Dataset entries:
● ● ● ● ●

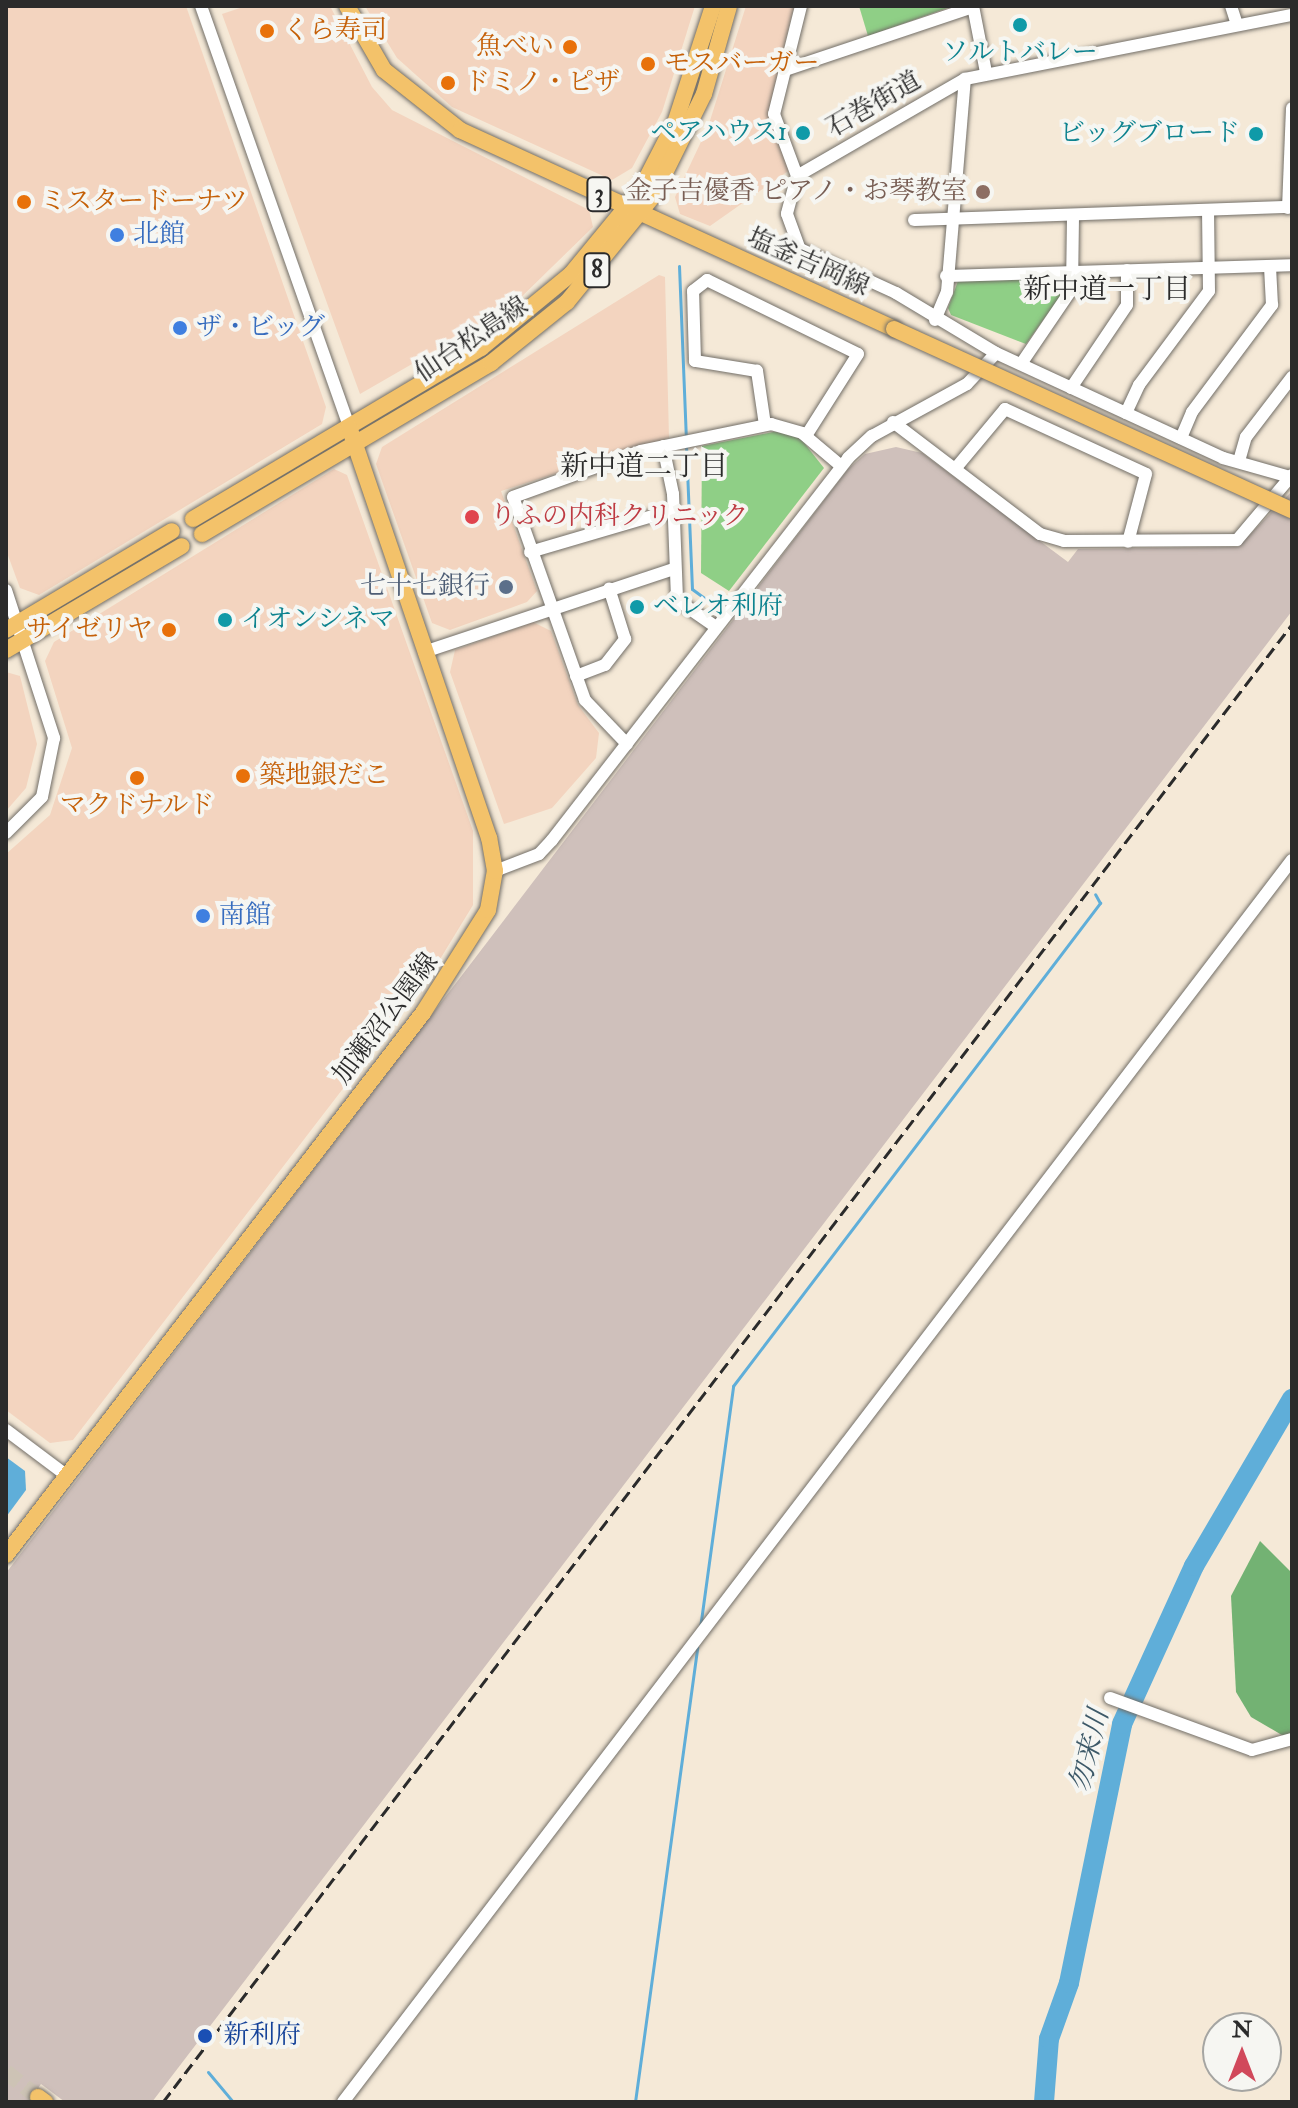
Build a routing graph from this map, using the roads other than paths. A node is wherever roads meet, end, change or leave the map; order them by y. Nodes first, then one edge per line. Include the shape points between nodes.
1 (201, 6) edge
2 (347, 6) edge
3 (713, 6) edge
4 (729, 6) edge
5 (801, 6) edge
6 (973, 6) edge
7 (1231, 6) edge
8 (1292, 15) edge
9 (1237, 25) junction
10 (785, 70) junction
11 (986, 72) junction
12 (965, 79) junction
13 (1292, 108) edge
14 (797, 176) junction
15 (1290, 208) edge
16 (1208, 210) junction
17 (635, 211) junction
18 (1073, 215) junction
19 (951, 219) junction
20 (914, 220) dead end
21 (1292, 265) edge
22 (1270, 266) junction
23 (1209, 268) junction
24 (1127, 270) junction
25 (1072, 272) junction
26 (946, 276) junction
27 (935, 320) junction
28 (996, 353) junction
29 (1021, 364) junction
30 (1292, 377) edge
31 (1071, 388) junction
32 (1126, 413) junction
33 (893, 422) junction
34 (765, 425) junction
35 (349, 427) junction
36 (806, 436) junction
37 (1181, 438) junction
38 (355, 443) junction
39 (663, 446) junction
40 (1239, 461) junction
41 (841, 466) junction
42 (955, 469) junction
43 (1291, 476) edge
44 (673, 510) junction
45 (1292, 510) edge
46 (193, 519) dead end
47 (172, 531) dead end
48 (202, 534) dead end
49 (1128, 542) junction
50 (182, 546) dead end
51 (530, 552) junction
52 (674, 569) junction
53 (609, 588) junction
54 (6, 590) edge
55 (550, 609) junction
56 (12, 627) edge
57 (716, 627) junction
58 (23, 640) junction
59 (6, 650) edge
60 (424, 652) junction
61 (576, 676) junction
62 (627, 744) junction
63 (6, 833) edge
64 (1292, 860) edge
65 (495, 871) junction
66 (6, 1430) edge
67 (66, 1475) junction
68 (6, 1555) edge
69 (1110, 1698) dead end
70 (1292, 1739) edge
71 (343, 2102) edge

1 - 35 street
2 - 17 main road, 塩釜吉岡線 / 3 via 384,70 435,114
3 - 17 main road, 仙台松島線 / 8 via 675,123
4 - 17 main road, 仙台松島線 / 8 via 693,120
5 - 10 street
6 - 10 street
6 - 11 street
7 - 9 street
8 - 9 street, 石巻街道
9 - 11 street, 石巻街道
10 - 14 street via 774,114
11 - 12 street, 石巻街道
12 - 14 street, 石巻街道
12 - 19 street
13 - 15 street
14 - 27 street via 787,214 800,249 896,293
15 - 16 street
16 - 18 street
16 - 23 street
17 - 35 main road, 仙台松島線 / 8 via 538,307
17 - 38 main road, 仙台松島線 / 8 via 528,335
17 - 45 main road, 塩釜吉岡線 / 3, bridge
18 - 19 street
18 - 25 street
19 - 20 street
19 - 26 street
21 - 22 street
22 - 23 street
22 - 37 street via 1272,305 1192,412
23 - 24 street
23 - 32 street via 1209,291 1139,385
24 - 25 street
24 - 31 street via 1127,305
25 - 26 street
25 - 29 street via 1072,289
26 - 27 street via 945,305
27 - 28 street
28 - 29 street
28 - 33 street via 967,384
29 - 31 street
30 - 40 street via 1246,437
31 - 32 street
32 - 37 street
33 - 41 street
33 - 42 street
34 - 36 street
34 - 36 street via 757,371 695,361 693,291 707,280 858,354
34 - 39 street
35 - 38 main road, 加瀬沼公園線
35 - 46 main road, 8
36 - 41 street
37 - 40 street
38 - 48 main road, 8
38 - 60 main road, 加瀬沼公園線
39 - 44 street
39 - 51 street via 515,495
40 - 43 street
41 - 57 street
42 - 49 street via 1051,539
42 - 49 street via 1005,409 1146,474
43 - 49 street via 1237,540
44 - 51 street
44 - 52 street
47 - 56 main road
50 - 58 main road
51 - 55 street
52 - 53 street
52 - 57 street via 677,600
53 - 55 street
53 - 61 street via 625,639 605,665
54 - 56 street
55 - 60 street
55 - 61 street
56 - 58 street
57 - 62 street
58 - 59 main road
58 - 63 street via 51,724 53,763 42,797
60 - 65 main road, 加瀬沼公園線
61 - 62 street via 596,717
62 - 65 street via 539,854
64 - 71 street
65 - 67 main road, 加瀬沼公園線 via 488,910 467,952
66 - 67 street
67 - 68 main road, 加瀬沼公園線
69 - 70 street via 1264,1752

● ● ● ● ●

What the task asks: Wherever the string "石巻街道" appears in the entries above, return the line it appears on.

Response to this exercise:
8 - 9 street, 石巻街道
9 - 11 street, 石巻街道
11 - 12 street, 石巻街道
12 - 14 street, 石巻街道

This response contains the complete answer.